--- Provided records Enclosed Below ---

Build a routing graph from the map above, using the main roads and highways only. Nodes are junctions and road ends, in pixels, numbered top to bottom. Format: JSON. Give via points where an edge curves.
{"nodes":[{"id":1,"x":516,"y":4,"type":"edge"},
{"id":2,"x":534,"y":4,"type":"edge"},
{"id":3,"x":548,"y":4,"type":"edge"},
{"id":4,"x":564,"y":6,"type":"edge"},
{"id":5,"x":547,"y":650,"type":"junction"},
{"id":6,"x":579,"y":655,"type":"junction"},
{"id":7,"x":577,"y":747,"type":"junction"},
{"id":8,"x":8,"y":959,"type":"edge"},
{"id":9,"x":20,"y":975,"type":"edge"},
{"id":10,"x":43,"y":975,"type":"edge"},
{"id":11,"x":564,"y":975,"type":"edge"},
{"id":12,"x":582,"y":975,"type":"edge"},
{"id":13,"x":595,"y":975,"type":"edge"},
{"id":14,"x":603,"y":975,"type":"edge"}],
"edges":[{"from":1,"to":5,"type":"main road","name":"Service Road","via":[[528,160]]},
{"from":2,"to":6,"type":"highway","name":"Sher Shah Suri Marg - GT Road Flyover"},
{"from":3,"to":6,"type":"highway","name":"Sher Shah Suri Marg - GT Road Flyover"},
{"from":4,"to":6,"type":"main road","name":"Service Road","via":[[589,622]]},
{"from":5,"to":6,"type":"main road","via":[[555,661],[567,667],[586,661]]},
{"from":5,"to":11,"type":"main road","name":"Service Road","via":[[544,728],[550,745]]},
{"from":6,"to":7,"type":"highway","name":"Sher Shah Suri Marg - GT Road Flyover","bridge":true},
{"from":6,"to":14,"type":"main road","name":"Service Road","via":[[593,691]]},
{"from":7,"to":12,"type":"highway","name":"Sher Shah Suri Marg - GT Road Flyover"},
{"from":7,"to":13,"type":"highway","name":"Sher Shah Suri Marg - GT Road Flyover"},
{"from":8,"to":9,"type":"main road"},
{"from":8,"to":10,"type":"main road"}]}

--- End of Enclosed Provided records ---

* Activity
The response should contain each record above, retyped exactly.

* Result
Build a routing graph from the map above, using the main roads and highways only. Nodes are junctions and road ends, in pixels, numbered top to bottom. Format: JSON. Give via points where an edge curves.
{"nodes":[{"id":1,"x":516,"y":4,"type":"edge"},
{"id":2,"x":534,"y":4,"type":"edge"},
{"id":3,"x":548,"y":4,"type":"edge"},
{"id":4,"x":564,"y":6,"type":"edge"},
{"id":5,"x":547,"y":650,"type":"junction"},
{"id":6,"x":579,"y":655,"type":"junction"},
{"id":7,"x":577,"y":747,"type":"junction"},
{"id":8,"x":8,"y":959,"type":"edge"},
{"id":9,"x":20,"y":975,"type":"edge"},
{"id":10,"x":43,"y":975,"type":"edge"},
{"id":11,"x":564,"y":975,"type":"edge"},
{"id":12,"x":582,"y":975,"type":"edge"},
{"id":13,"x":595,"y":975,"type":"edge"},
{"id":14,"x":603,"y":975,"type":"edge"}],
"edges":[{"from":1,"to":5,"type":"main road","name":"Service Road","via":[[528,160]]},
{"from":2,"to":6,"type":"highway","name":"Sher Shah Suri Marg - GT Road Flyover"},
{"from":3,"to":6,"type":"highway","name":"Sher Shah Suri Marg - GT Road Flyover"},
{"from":4,"to":6,"type":"main road","name":"Service Road","via":[[589,622]]},
{"from":5,"to":6,"type":"main road","via":[[555,661],[567,667],[586,661]]},
{"from":5,"to":11,"type":"main road","name":"Service Road","via":[[544,728],[550,745]]},
{"from":6,"to":7,"type":"highway","name":"Sher Shah Suri Marg - GT Road Flyover","bridge":true},
{"from":6,"to":14,"type":"main road","name":"Service Road","via":[[593,691]]},
{"from":7,"to":12,"type":"highway","name":"Sher Shah Suri Marg - GT Road Flyover"},
{"from":7,"to":13,"type":"highway","name":"Sher Shah Suri Marg - GT Road Flyover"},
{"from":8,"to":9,"type":"main road"},
{"from":8,"to":10,"type":"main road"}]}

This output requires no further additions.